**WHAT TO PRODUCE**
Each record below needs to be reproduced precisely, though not its pictures.

**THE DATA**

________________________________________

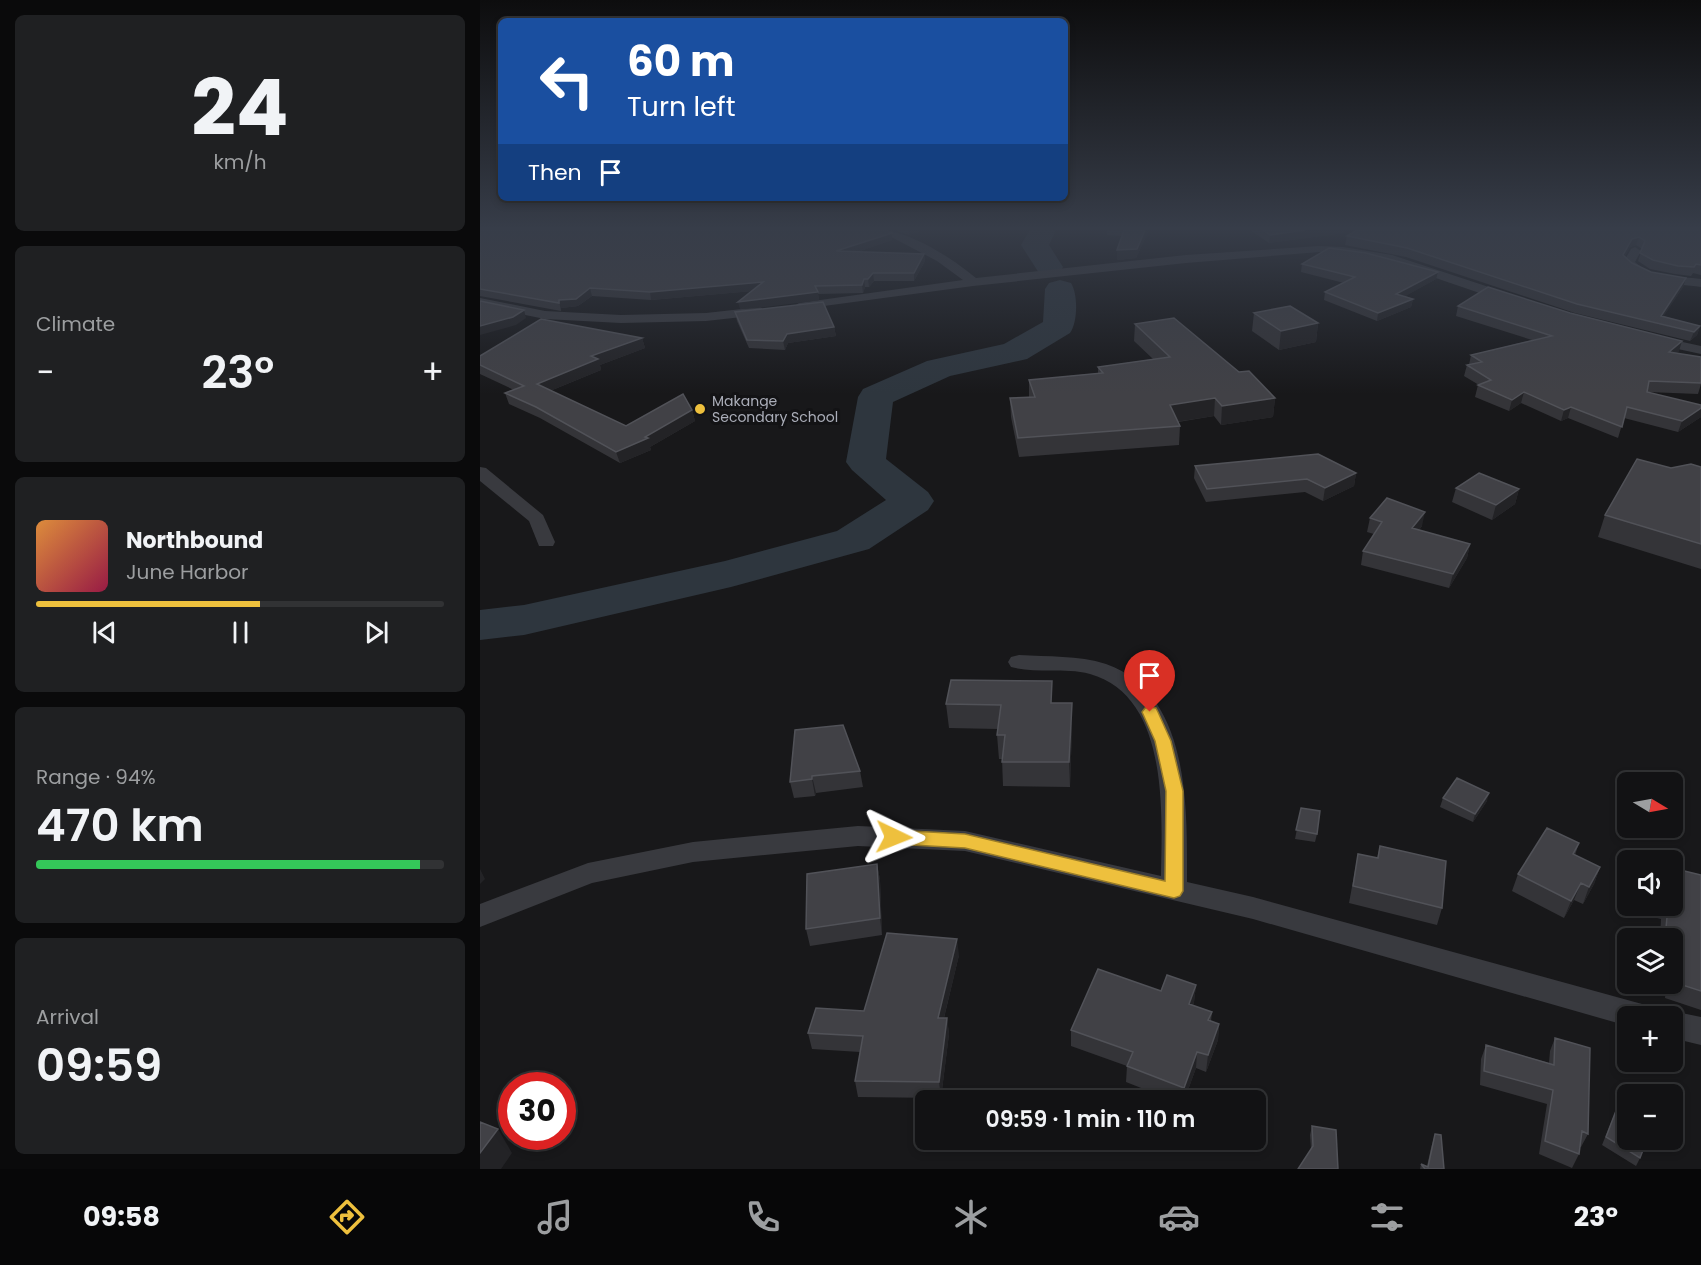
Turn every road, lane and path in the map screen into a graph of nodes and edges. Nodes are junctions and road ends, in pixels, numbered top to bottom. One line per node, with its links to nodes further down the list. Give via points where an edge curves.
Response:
1 (955, 285): 5 (street, via 781,309 662,320)
2 (1470, 285): 3 (street)
3 (1520, 301)
4 (480, 302): 5 (street)
5 (545, 315): 6 (street)
6 (527, 328)
7 (1646, 338): 8 (street)
8 (1701, 350)
9 (480, 472): 10 (street, via 537,519)
10 (546, 542)
11 (1019, 662): 12 (street, via 1100,669 1122,680 1141,698 1163,741 1174,791)
12 (1174, 891): 13 (street, via 965,841 858,836 693,852 588,873); 14 (street, via 1253,908)
13 (480, 916)
14 (1617, 1010)
15 (1683, 1027): 16 (street)
16 (1701, 1031)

________________________________________

**EXERCISE SOLUTION**
Turn every road, lane and path in the map screen into a graph of nodes and edges. Nodes are junctions and road ends, in pixels, numbered top to bottom. One line per node, with its links to nodes further down the list. Give via points where an edge curves.
Response:
1 (955, 285): 5 (street, via 781,309 662,320)
2 (1470, 285): 3 (street)
3 (1520, 301)
4 (480, 302): 5 (street)
5 (545, 315): 6 (street)
6 (527, 328)
7 (1646, 338): 8 (street)
8 (1701, 350)
9 (480, 472): 10 (street, via 537,519)
10 (546, 542)
11 (1019, 662): 12 (street, via 1100,669 1122,680 1141,698 1163,741 1174,791)
12 (1174, 891): 13 (street, via 965,841 858,836 693,852 588,873); 14 (street, via 1253,908)
13 (480, 916)
14 (1617, 1010)
15 (1683, 1027): 16 (street)
16 (1701, 1031)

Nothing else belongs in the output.